To address spectral shift across sensors and geographical regions in multi-spectral land cover classification (MLCC), as well as the limited generalization capability of existing methods relying on small-scale models, this paper proposes a parameter-efficient fine-tuning paradigm for vision foundation models. Our core innovation is MoLTE+FAF—a frequency-aware low-rank Token Mixture-of-Experts mechanism—that jointly enhances semantic representation and suppresses noise in the frequency domain via spectral filtering and low-rank decomposition. Integrated with dynamic expert routing and multispectral feature disentanglement, it overcomes generalization bottlenecks in large-model domain adaptation. Extensive experiments demonstrate significant improvements over state-of-the-art (SOTA) methods on multi-source, cross-domain land-cover classification. Moreover, our approach achieves SOTA performance on RGB remote sensing image semantic segmentation, validating its broad applicability and robustness.

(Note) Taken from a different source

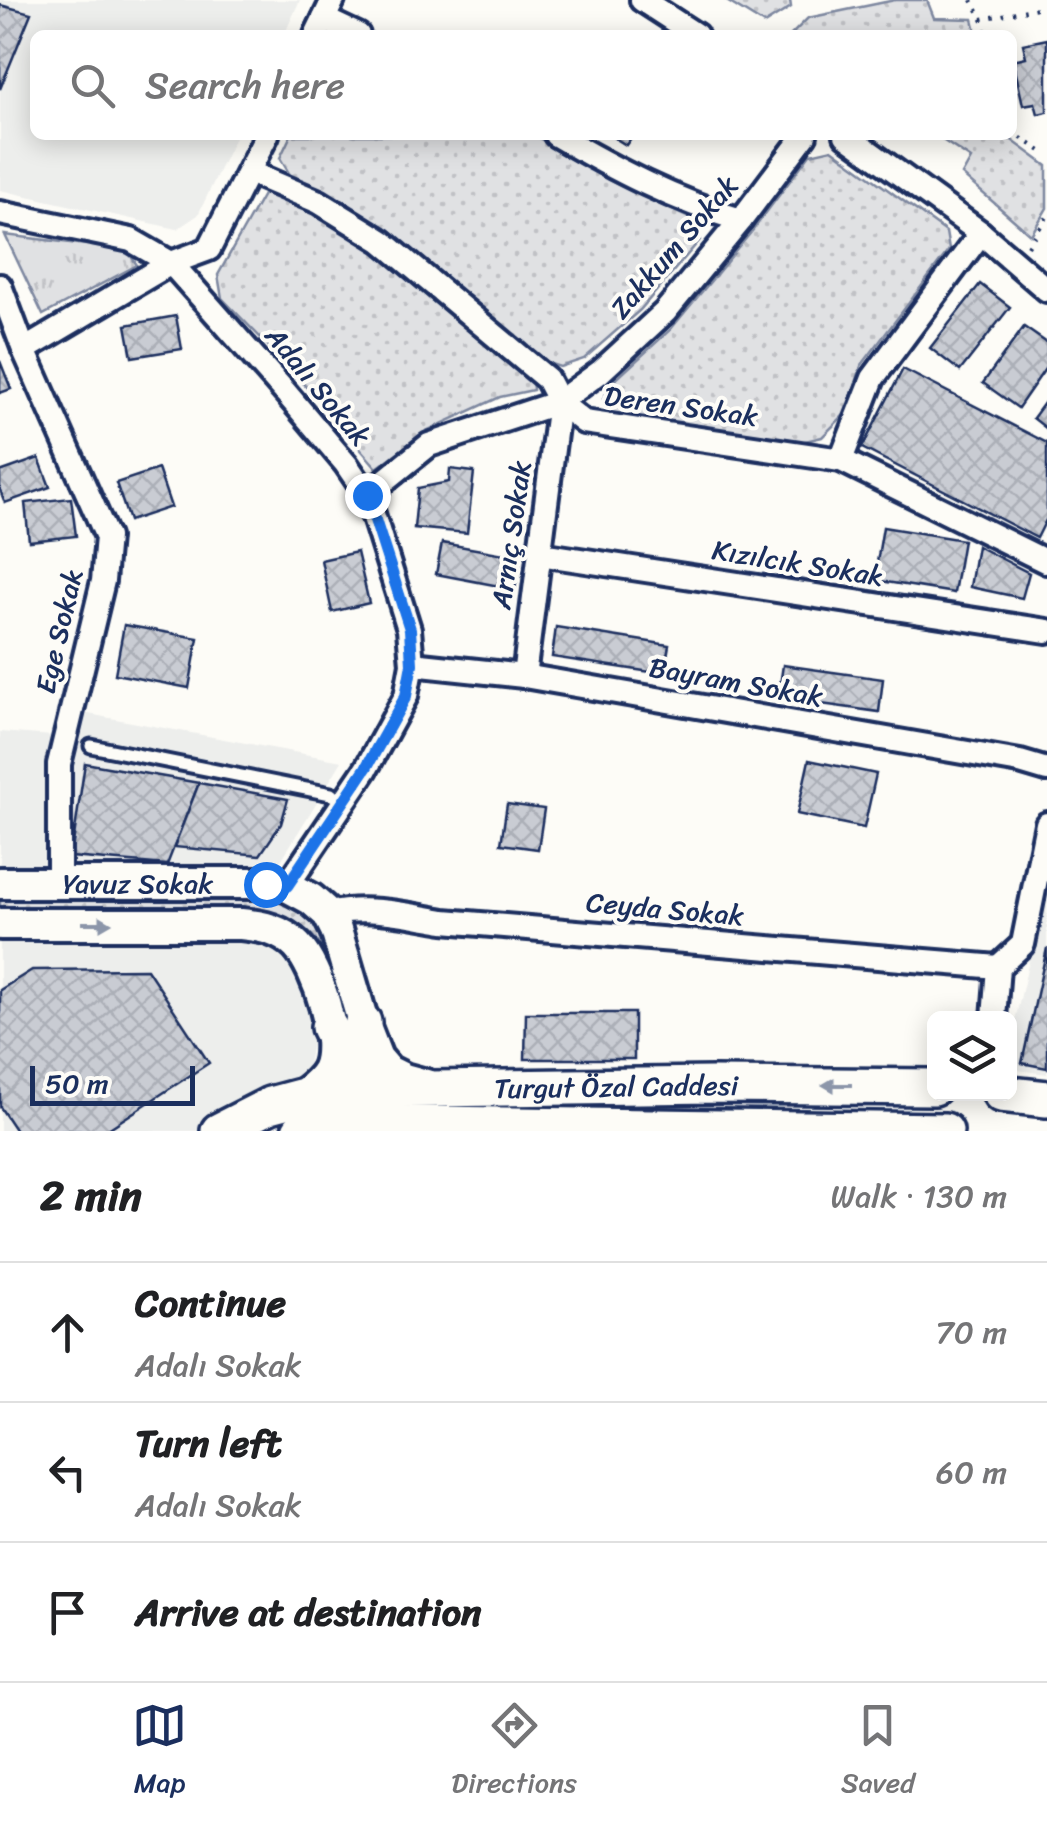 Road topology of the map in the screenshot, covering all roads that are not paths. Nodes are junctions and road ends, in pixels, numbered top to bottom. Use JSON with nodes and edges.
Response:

We introduce Land-MoE, a novel approach for multispectral land cover classification (MLCC). Spectral shift, which emerges from disparities in sensors and geospatial conditions, poses a significant challenge in this domain. Existing methods predominantly rely on domain adaptation and generalization strategies, often utilizing small-scale models that exhibit limited performance. In contrast, Land-MoE addresses these issues by hierarchically inserting a Frequency-aware Mixture of Low-rank Token Experts, to fine-tune Vision Foundation Models (VFMs) in a parameter-efficient manner. Specifically, Land-MoE comprises two key modules: the mixture of low-rank token experts (MoLTE) and frequency-aware filters (FAF). MoLTE leverages rank-differentiated tokens to generate diverse feature adjustments for individual instances within multispectral images. By dynamically combining learnable low-rank token experts of varying ranks, it enhances the robustness against spectral shifts. Meanwhile, FAF conducts frequency-domain modulation on the refined features. This process enables the model to effectively capture frequency band information that is strongly correlated with semantic essence, while simultaneously suppressing frequency noise irrelevant to the task. Comprehensive experiments on MLCC tasks involving cross-sensor and cross-geospatial setups demonstrate that Land-MoE outperforms existing methods by a large margin. Additionally, the proposed approach has also achieved state-of-the-art performance in domain generalization semantic segmentation tasks of RGB remote sensing images.